### The task
Scan the data below and give the number of lines that include the word "paths", with no other words.

[Collected data entries]
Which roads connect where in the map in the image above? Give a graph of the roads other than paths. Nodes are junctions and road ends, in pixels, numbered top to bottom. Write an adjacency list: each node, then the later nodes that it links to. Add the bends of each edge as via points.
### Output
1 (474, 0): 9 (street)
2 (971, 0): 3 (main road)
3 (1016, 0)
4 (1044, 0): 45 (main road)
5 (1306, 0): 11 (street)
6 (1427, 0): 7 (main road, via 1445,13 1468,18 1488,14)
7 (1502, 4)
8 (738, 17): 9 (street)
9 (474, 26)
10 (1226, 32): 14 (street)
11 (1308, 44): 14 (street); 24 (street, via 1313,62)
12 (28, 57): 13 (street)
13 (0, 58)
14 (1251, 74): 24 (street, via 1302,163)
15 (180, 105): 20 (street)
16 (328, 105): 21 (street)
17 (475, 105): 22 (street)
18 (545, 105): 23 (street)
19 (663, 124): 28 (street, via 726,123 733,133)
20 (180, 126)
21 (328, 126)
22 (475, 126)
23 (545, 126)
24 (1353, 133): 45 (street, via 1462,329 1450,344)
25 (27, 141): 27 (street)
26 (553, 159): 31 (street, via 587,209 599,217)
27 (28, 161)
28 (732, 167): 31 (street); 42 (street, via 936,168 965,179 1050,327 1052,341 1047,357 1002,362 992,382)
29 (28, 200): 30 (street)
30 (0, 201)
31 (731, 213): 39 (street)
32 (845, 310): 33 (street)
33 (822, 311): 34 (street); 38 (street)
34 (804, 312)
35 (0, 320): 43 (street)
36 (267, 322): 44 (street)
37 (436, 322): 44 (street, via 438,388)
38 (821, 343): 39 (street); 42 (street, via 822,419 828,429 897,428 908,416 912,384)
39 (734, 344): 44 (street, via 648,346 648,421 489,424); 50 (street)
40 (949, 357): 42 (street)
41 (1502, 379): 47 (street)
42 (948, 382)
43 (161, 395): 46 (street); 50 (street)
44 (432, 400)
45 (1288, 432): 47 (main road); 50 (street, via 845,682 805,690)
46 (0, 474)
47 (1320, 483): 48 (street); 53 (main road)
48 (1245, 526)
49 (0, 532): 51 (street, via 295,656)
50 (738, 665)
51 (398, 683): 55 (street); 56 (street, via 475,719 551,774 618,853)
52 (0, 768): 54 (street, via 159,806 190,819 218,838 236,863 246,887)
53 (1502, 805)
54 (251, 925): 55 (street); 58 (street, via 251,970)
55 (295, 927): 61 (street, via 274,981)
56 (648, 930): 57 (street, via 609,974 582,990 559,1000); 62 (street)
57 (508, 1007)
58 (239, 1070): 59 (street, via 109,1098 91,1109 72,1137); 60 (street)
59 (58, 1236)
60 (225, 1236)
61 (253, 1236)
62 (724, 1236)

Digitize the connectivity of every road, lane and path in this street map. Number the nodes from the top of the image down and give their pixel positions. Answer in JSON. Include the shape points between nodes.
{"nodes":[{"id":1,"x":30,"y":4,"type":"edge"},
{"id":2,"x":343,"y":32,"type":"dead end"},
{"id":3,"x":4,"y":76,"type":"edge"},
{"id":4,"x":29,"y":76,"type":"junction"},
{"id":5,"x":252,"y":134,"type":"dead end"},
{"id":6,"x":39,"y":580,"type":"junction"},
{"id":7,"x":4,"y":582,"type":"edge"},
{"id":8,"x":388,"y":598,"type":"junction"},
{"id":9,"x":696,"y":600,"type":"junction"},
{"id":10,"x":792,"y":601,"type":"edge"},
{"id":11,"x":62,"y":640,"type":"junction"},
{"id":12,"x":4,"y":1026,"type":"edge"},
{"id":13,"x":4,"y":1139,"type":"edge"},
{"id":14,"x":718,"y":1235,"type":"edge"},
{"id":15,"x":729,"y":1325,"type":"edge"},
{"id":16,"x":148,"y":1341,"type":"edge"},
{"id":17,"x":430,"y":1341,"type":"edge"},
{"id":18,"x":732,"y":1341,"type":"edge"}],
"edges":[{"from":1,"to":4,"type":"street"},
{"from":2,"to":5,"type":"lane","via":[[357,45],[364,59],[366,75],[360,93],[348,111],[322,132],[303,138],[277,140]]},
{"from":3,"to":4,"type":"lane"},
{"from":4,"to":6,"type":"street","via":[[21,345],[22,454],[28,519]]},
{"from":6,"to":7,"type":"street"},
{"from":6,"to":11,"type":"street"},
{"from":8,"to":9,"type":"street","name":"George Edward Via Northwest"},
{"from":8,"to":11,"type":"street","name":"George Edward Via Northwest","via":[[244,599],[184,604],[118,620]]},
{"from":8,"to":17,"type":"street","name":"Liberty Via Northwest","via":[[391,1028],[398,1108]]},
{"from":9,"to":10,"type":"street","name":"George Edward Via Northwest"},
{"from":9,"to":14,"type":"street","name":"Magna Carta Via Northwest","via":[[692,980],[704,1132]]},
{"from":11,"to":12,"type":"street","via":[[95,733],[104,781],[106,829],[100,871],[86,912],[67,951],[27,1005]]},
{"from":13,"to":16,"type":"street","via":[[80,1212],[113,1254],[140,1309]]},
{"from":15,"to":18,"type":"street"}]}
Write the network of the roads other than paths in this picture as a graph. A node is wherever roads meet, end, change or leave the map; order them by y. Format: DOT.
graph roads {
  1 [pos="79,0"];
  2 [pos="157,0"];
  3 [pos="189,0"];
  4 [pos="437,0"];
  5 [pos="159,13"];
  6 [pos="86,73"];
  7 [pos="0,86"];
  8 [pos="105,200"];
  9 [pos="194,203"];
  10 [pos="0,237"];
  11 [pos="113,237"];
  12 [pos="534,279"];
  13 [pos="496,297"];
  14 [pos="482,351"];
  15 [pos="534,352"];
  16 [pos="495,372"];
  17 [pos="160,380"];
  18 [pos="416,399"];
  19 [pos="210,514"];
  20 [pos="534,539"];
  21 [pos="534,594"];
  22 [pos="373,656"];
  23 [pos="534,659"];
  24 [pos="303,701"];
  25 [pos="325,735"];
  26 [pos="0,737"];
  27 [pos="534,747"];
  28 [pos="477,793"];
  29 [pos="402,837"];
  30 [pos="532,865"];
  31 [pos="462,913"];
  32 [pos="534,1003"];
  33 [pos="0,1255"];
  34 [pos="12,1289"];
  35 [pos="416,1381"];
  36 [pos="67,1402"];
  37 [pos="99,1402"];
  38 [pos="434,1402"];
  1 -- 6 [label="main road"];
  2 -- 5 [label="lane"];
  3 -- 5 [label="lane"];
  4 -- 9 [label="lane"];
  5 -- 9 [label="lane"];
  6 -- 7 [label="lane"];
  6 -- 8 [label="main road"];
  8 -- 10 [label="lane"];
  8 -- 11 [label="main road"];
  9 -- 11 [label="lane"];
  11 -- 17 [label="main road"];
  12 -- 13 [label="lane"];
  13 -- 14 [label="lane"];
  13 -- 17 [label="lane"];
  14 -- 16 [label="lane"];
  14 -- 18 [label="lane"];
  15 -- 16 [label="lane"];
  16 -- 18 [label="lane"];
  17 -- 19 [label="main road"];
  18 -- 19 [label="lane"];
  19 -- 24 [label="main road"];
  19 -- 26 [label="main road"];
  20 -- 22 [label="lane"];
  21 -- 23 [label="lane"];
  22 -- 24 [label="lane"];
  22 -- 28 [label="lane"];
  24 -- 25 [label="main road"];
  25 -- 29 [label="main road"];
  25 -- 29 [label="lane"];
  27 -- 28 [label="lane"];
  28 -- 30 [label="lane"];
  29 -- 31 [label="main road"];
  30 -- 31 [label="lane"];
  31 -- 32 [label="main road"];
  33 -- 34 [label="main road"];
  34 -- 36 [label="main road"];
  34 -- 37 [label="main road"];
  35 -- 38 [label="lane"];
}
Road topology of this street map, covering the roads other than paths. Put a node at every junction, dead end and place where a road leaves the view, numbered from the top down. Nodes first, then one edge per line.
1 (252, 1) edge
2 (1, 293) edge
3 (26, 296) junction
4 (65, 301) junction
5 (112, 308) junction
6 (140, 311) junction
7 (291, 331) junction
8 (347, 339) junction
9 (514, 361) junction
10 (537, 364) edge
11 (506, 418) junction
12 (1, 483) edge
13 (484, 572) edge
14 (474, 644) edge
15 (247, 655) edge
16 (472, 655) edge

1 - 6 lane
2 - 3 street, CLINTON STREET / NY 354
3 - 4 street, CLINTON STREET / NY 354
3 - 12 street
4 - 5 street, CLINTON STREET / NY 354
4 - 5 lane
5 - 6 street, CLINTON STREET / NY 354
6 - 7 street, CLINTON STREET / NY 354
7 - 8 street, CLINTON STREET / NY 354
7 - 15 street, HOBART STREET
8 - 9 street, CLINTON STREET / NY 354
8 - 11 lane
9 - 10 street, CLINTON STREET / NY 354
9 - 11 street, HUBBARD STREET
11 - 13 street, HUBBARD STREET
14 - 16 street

### Written solution
3